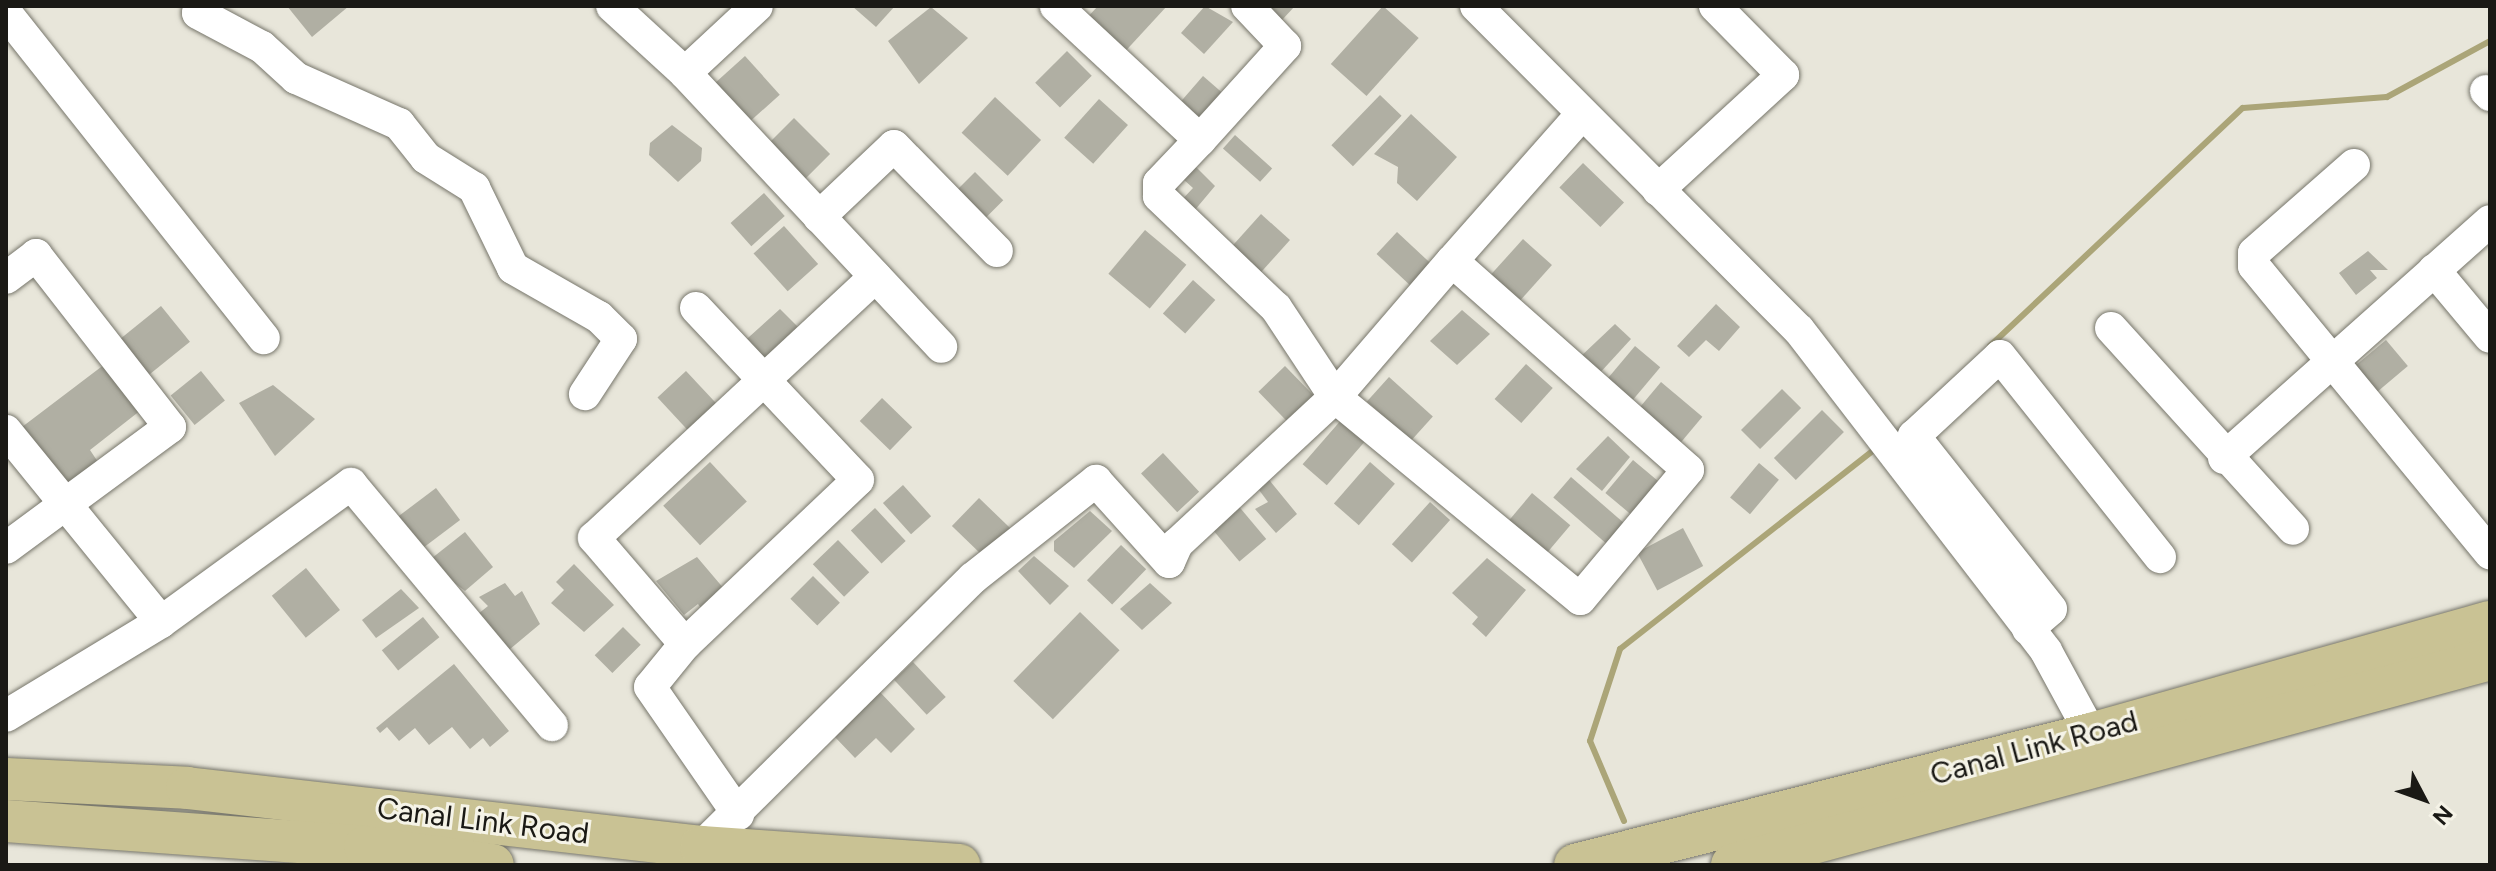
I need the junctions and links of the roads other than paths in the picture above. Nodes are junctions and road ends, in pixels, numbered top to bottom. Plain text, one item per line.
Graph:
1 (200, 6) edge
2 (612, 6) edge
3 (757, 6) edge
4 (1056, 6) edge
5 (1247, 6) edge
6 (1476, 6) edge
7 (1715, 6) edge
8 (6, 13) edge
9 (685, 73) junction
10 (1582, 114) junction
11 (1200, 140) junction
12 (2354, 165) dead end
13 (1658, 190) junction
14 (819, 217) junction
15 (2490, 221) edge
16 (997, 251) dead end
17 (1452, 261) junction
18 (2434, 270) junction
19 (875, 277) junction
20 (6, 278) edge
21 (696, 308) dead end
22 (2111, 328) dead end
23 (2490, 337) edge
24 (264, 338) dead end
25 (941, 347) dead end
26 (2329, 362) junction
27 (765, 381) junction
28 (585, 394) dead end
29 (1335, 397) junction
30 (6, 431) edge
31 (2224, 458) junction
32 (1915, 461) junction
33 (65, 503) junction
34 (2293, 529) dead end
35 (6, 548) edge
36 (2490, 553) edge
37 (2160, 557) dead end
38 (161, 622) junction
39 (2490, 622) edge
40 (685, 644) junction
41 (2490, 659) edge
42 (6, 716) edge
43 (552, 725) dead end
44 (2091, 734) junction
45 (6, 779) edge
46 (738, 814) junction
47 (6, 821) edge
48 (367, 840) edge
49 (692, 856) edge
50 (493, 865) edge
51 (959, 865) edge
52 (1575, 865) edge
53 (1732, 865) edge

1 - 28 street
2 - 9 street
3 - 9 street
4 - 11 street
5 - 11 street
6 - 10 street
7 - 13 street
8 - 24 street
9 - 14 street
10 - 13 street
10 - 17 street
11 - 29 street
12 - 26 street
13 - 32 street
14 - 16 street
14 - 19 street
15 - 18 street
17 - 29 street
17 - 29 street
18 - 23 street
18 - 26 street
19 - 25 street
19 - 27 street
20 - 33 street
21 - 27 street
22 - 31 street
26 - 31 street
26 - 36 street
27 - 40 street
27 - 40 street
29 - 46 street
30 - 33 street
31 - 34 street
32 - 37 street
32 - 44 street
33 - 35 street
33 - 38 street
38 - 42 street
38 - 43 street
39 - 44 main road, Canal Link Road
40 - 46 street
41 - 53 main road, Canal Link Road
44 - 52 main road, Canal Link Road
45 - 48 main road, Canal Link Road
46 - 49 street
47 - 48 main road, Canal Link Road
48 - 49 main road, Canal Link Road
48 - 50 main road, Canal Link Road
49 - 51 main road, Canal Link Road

______________________________

## [TASK TO CARRY OUT]
Pictures are not part of the copy. Please reproduce the material word for word.

## [RESULT OF THE EXERCISE]
I need the junctions and links of the roads other than paths in the picture above. Nodes are junctions and road ends, in pixels, numbered top to bottom. Plain text, one item per line.
Graph:
1 (200, 6) edge
2 (612, 6) edge
3 (757, 6) edge
4 (1056, 6) edge
5 (1247, 6) edge
6 (1476, 6) edge
7 (1715, 6) edge
8 (6, 13) edge
9 (685, 73) junction
10 (1582, 114) junction
11 (1200, 140) junction
12 (2354, 165) dead end
13 (1658, 190) junction
14 (819, 217) junction
15 (2490, 221) edge
16 (997, 251) dead end
17 (1452, 261) junction
18 (2434, 270) junction
19 (875, 277) junction
20 (6, 278) edge
21 (696, 308) dead end
22 (2111, 328) dead end
23 (2490, 337) edge
24 (264, 338) dead end
25 (941, 347) dead end
26 (2329, 362) junction
27 (765, 381) junction
28 (585, 394) dead end
29 (1335, 397) junction
30 (6, 431) edge
31 (2224, 458) junction
32 (1915, 461) junction
33 (65, 503) junction
34 (2293, 529) dead end
35 (6, 548) edge
36 (2490, 553) edge
37 (2160, 557) dead end
38 (161, 622) junction
39 (2490, 622) edge
40 (685, 644) junction
41 (2490, 659) edge
42 (6, 716) edge
43 (552, 725) dead end
44 (2091, 734) junction
45 (6, 779) edge
46 (738, 814) junction
47 (6, 821) edge
48 (367, 840) edge
49 (692, 856) edge
50 (493, 865) edge
51 (959, 865) edge
52 (1575, 865) edge
53 (1732, 865) edge

1 - 28 street
2 - 9 street
3 - 9 street
4 - 11 street
5 - 11 street
6 - 10 street
7 - 13 street
8 - 24 street
9 - 14 street
10 - 13 street
10 - 17 street
11 - 29 street
12 - 26 street
13 - 32 street
14 - 16 street
14 - 19 street
15 - 18 street
17 - 29 street
17 - 29 street
18 - 23 street
18 - 26 street
19 - 25 street
19 - 27 street
20 - 33 street
21 - 27 street
22 - 31 street
26 - 31 street
26 - 36 street
27 - 40 street
27 - 40 street
29 - 46 street
30 - 33 street
31 - 34 street
32 - 37 street
32 - 44 street
33 - 35 street
33 - 38 street
38 - 42 street
38 - 43 street
39 - 44 main road, Canal Link Road
40 - 46 street
41 - 53 main road, Canal Link Road
44 - 52 main road, Canal Link Road
45 - 48 main road, Canal Link Road
46 - 49 street
47 - 48 main road, Canal Link Road
48 - 49 main road, Canal Link Road
48 - 50 main road, Canal Link Road
49 - 51 main road, Canal Link Road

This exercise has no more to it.